3.2.2.5. Im gegenständlichen Fall wurden gegen den Rechtsmittelwerber zwar schon geraume Zeit vor der Schubhaftverhängung aufenthaltsbeendende Maßnahmen gesetzt, nämlich ein Aufenthaltsverbot (am 8. Juli 2009) erlassen. In der Folge wurde bei der nigerianischen Botschaft auch die Ausstellung eines Heimreisezertifikates beantragt, das von dieser allerdings erst am 16. März 2010 ausgestellt wurde. Diese Verzögerungen lagen jedoch in erster Linie im Verhalten des Fremden selbst begründet, weil sich dieser einerseits geweigert hat, selbst initiativ an der Feststellung seiner Identität mitzuwirken und dies andererseits der Fremdenpolizeibehörde auch dadurch erschwert hat, dass er die Abnahme seiner Fingerabdrücke und die Vorführung vor die Botschaft mehrmals verzögert hat, etc.

Aufgrund des nunmehr vorliegenden Heimreisezertifikates muss derzeit aber davon ausgegangen werden und dies dem Fremden auch klar sein, dass die fremdenpolizeiliche Maßnahme der zwangsweisen Abschiebung in seinen Heimatstaat bereits unmittelbar vor ihrer tatsächlichen Umsetzung steht.

3.2.2.6. In objektiver Hinsicht wurden von der Fremdenpolizeibehörde der Sache nach weiters die Illegalität der Einreise und des Aufenthalts, die Mittellosigkeit und die fehlende Unterkunftsmöglichkeit als einen Sicherungsbedarf begründende Argumente ins Treffen geführt.
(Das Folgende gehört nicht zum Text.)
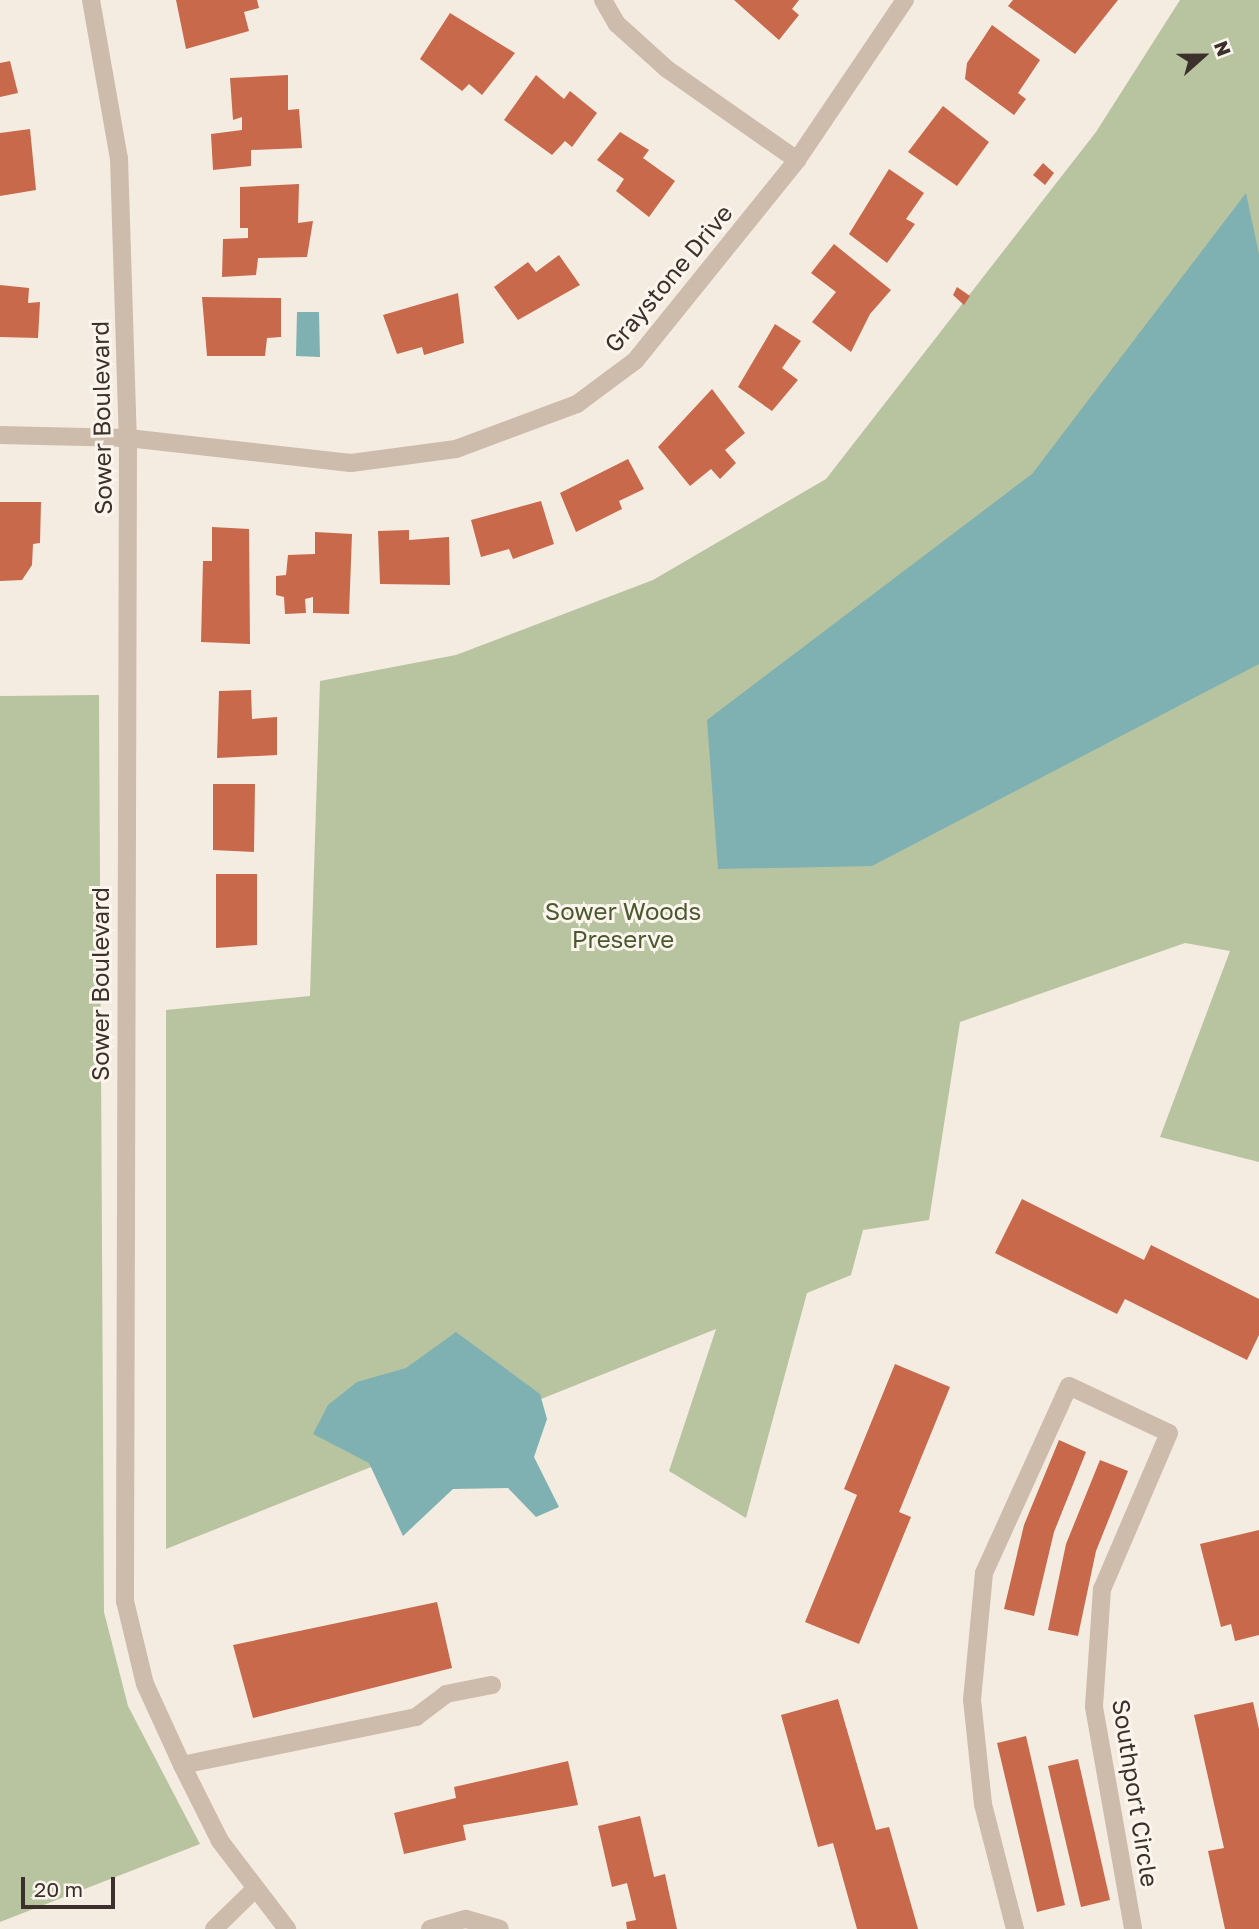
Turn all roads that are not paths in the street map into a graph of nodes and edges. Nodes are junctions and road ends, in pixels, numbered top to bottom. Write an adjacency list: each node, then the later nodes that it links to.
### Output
1 (91, 0): 6 (street, Sower Boulevard)
2 (603, 0): 4 (street)
3 (905, 0): 4 (street, Graystone Drive)
4 (797, 160): 6 (street, Graystone Drive)
5 (0, 435): 6 (street, Graystone Drive)
6 (128, 438): 8 (street, Sower Boulevard)
7 (492, 1685): 8 (street)
8 (182, 1765): 9 (street, Sower Boulevard)
9 (255, 1889): 10 (street); 11 (street, Sower Boulevard)
10 (214, 1929)
11 (287, 1929)
12 (430, 1929): 13 (street)
13 (500, 1929)
14 (1015, 1929): 15 (street, Southport Circle)
15 (1133, 1929)

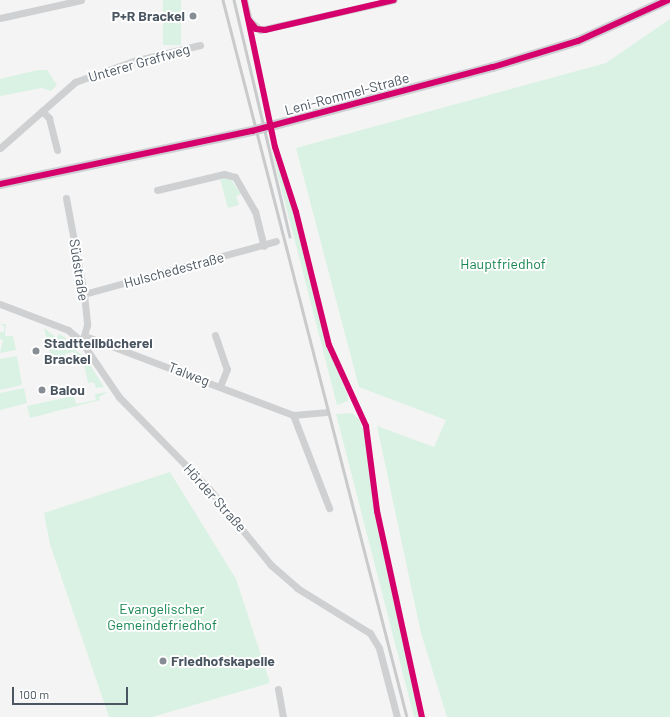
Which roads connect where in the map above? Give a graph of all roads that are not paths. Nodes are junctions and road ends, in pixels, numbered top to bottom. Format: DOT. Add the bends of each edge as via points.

Hinzu kommt, dass eine gerichtliche Verurteilung wegen eines Suchtgiftdeliktes zu einer Freiheitsstrafe in einer nicht unbeträchtlichen Höhe (15 Monate, davon 5 Monate unbedingt) vorliegt.

All dem ist der Fremde während des gesamten fremdenpolizeilichen Verfahrens auch nicht entgegen getreten.

3.2.2.7. Eine soziale Integration des Fremden in Österreich kann nach dem von der belangten Behörde vorgelegten Akt ebenfalls nicht konstatiert werden.

3.2.2.8. Davon ausgehend kann es sohin grundsätzlich auch nicht als rechtswidrig angesehen werden, wenn die belangte Behörde im Zuge der gemäß Art. 8 EMRK gebotenen Abwägung im konkret vorliegenden Fall die öffentlichen Interessen an einem geordneten Fremdenwesen gegenüber den dadurch beeinträchtigten privaten Interessen des Beschwerdeführers als höher stehend bewertet hat.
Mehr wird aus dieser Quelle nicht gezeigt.